Premier announces palliative care funding boost
Associate Professor Ghauri Aggarwal joins Premier for funding announcement.
Concord Hospital's head of palliative care, Associate Professor Ghauri Aggarwal today joined the NSW Premier Dominic Perrottet and Regional Health Minister Bronnie Taylor for an announcement about a $743 million funding boost for palliative care in NSW.
"This money will be invaluable in addressing the resource challenges in many palliative care services, not only in rural and remote centres but also in metropolitan Sydney," Associate Professor Aggarwal said.
"We are very fortunate in Sydney Local Health District to have a dedicated purpose built inpatient unit like our Concord Centre for Palliative Care, providing comprehensive specialist palliative care.
"This money will allow other Districts to plan and develop such safe environments for care to take place," she said.
Mr Perrottet unveiled the funding boost during a visit to the Concord Centre for Palliative Care.
Margaret Harrison, a patient at the centre in Concord, met the Premier and welcomed the additional funding for end-of-life care.
"For people who are at the end of their life, to get that special care, it takes away that necessity of feeling they have to end their life. I think palliative care is enough to settle people down," she said.
Margaret lives at home in nearby Strathfield but regularly comes to the Centre for care.
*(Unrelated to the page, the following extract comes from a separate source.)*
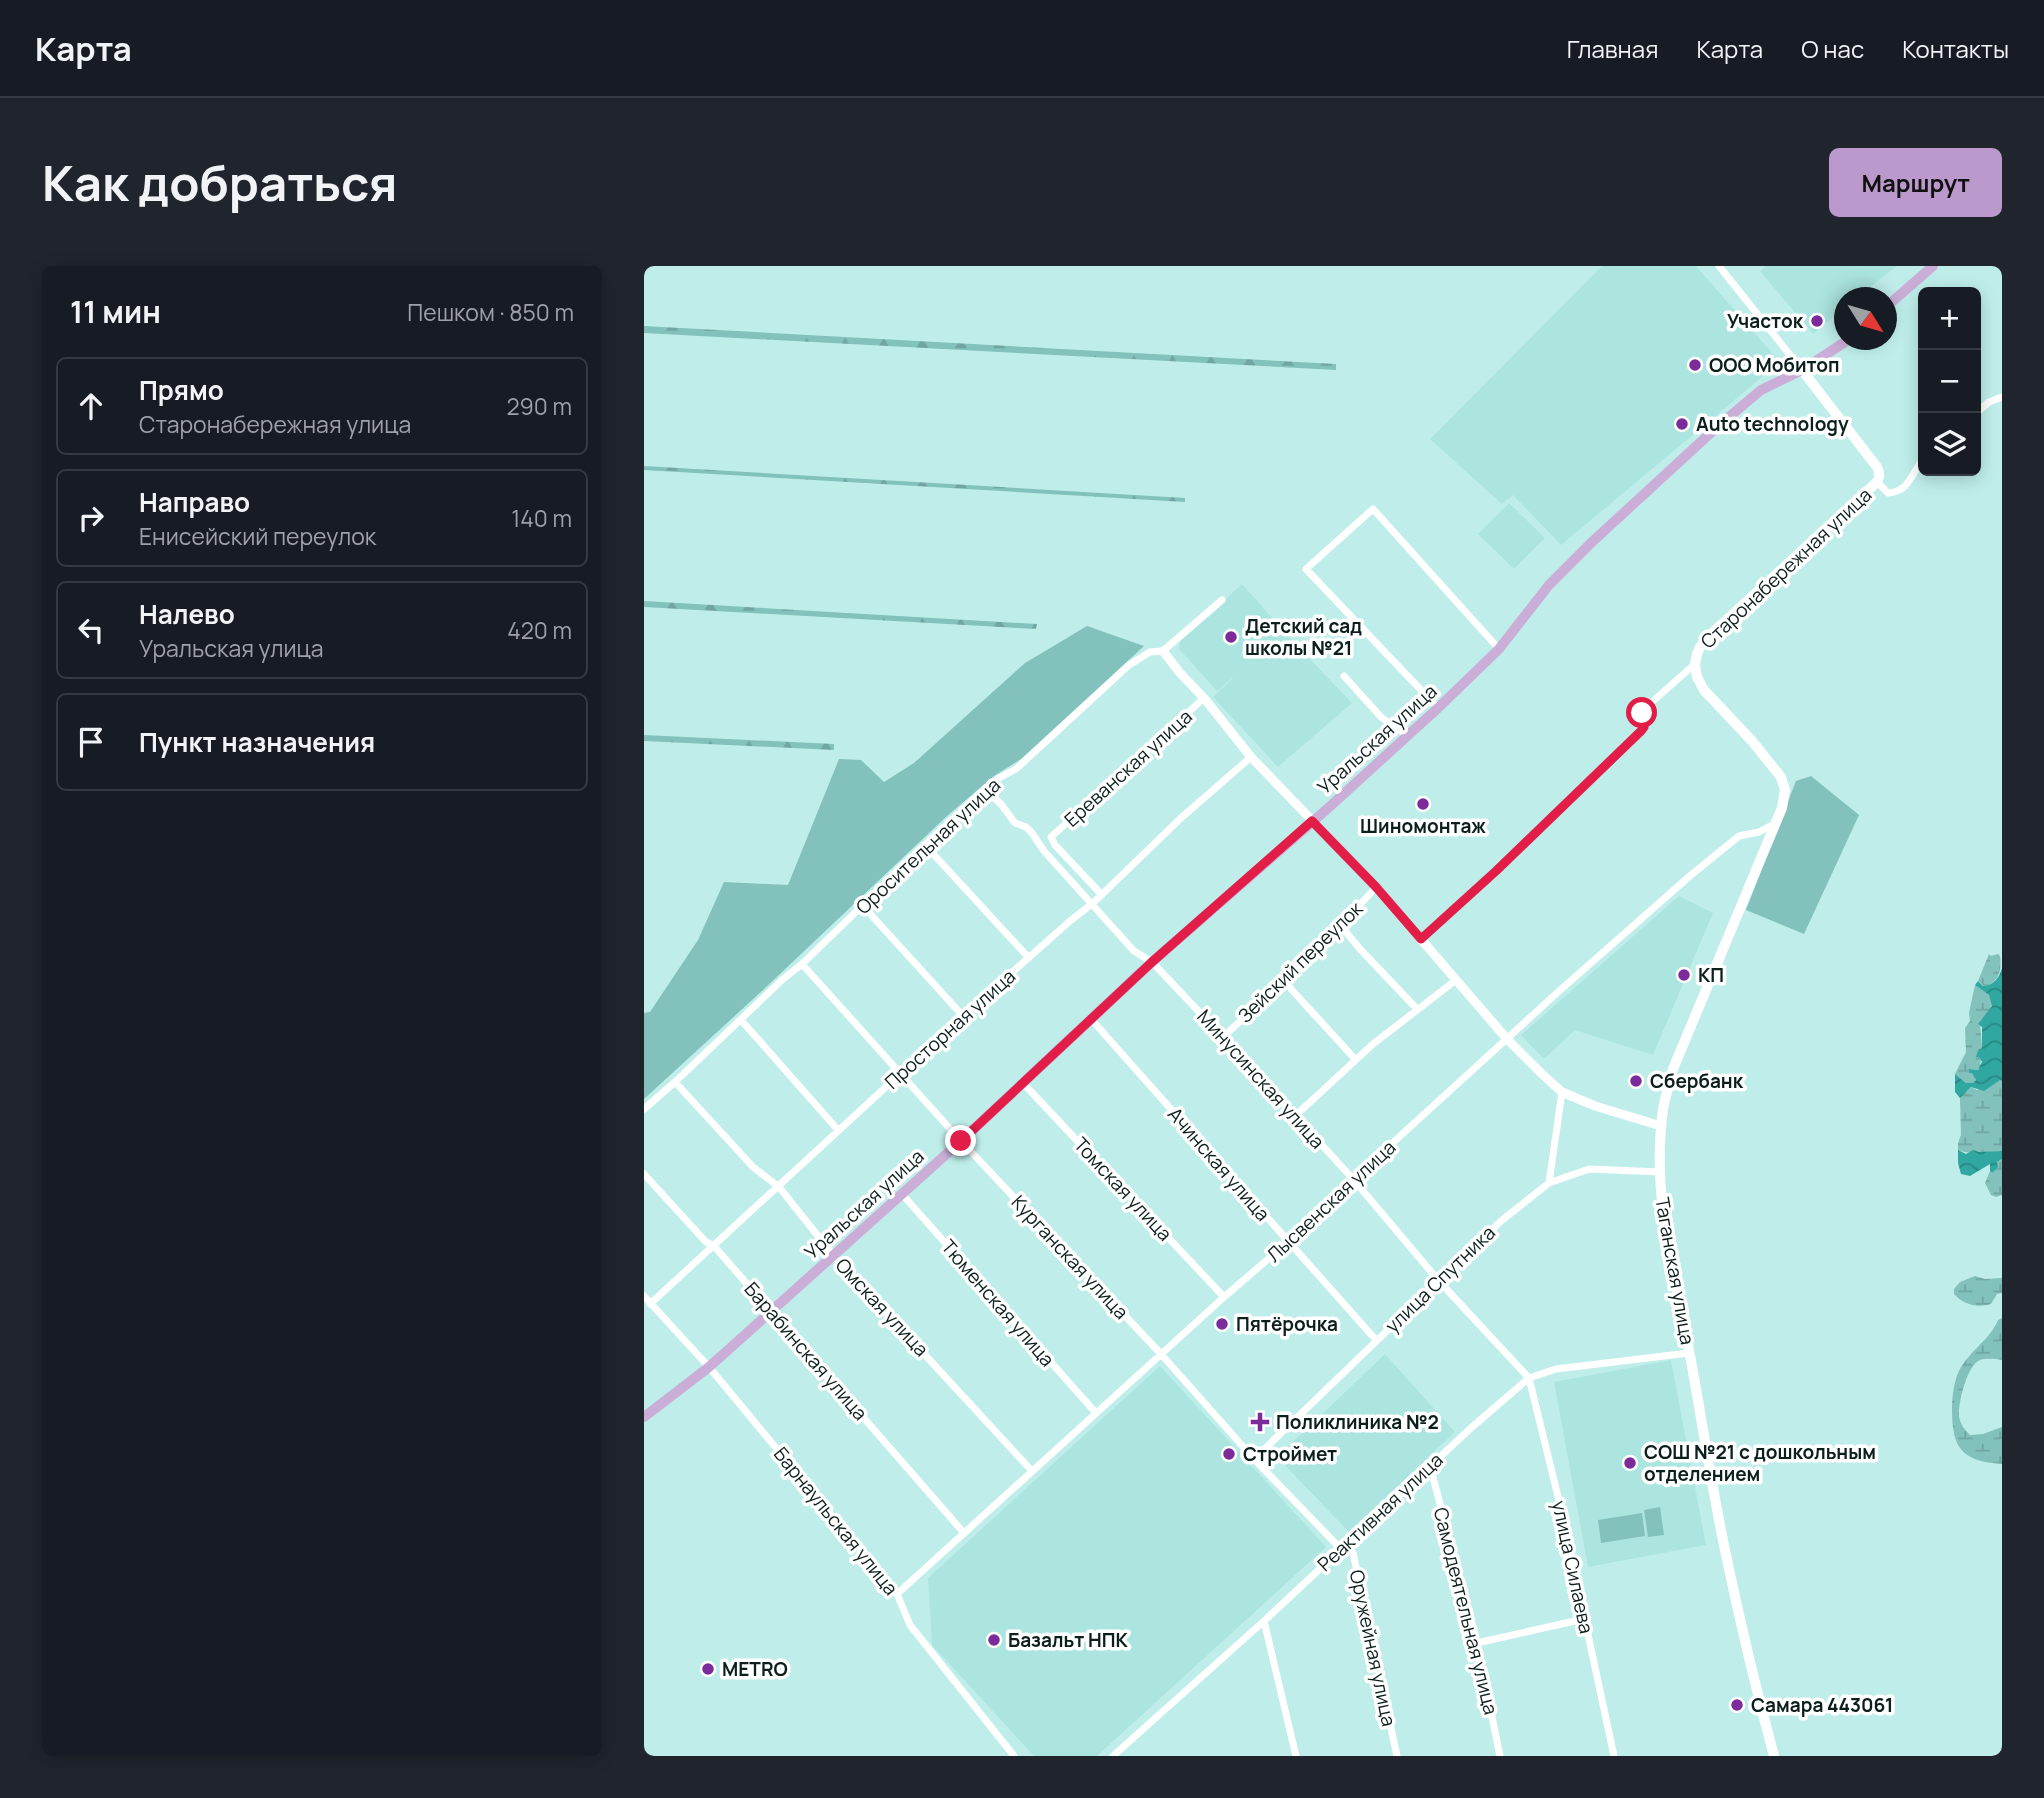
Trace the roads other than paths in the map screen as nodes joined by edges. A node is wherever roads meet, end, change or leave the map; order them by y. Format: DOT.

"This centre is just so comfortable and practical and the staff, mainly nurses and doctors that I've dealt with, I find them very caring but very professional," she said.
The funding, to be included in the 2022-2023 state budget, is set to enhance support for end-of-life care for patients over the next five years.
It includes employing an extra 600 nurses, allied health care professionals, doctors and support staff to care for those in their final stage of life and boosting hospital capacity for palliative care.
It also includes improving access to pain management services for patients with life-limiting illness, medication as well as community-based services.
"We're committed to ensuring NSW has the best palliative care services and support in Australia, if not the world," Mr Perrottet said.
"This is about providing the greatest possible comfort and dignity to people who are at the end of their life, whether that's in hospital, at home or in the wider community, right across the state."
A former palliative nurse Mrs Taylor said the funding would provide better access to palliative care no matter where patients live.
"The ultimate goal in palliative care is that it's the patient and the family's choice. It's absolutely their choice about what they want to do. Our job as clinicians is to facilitate that choice and to ensure that they have the best access to care to do that.
"It's about symptom control and symptom management to allow you to go on and live your life in the best possible way for however much time you have," she said.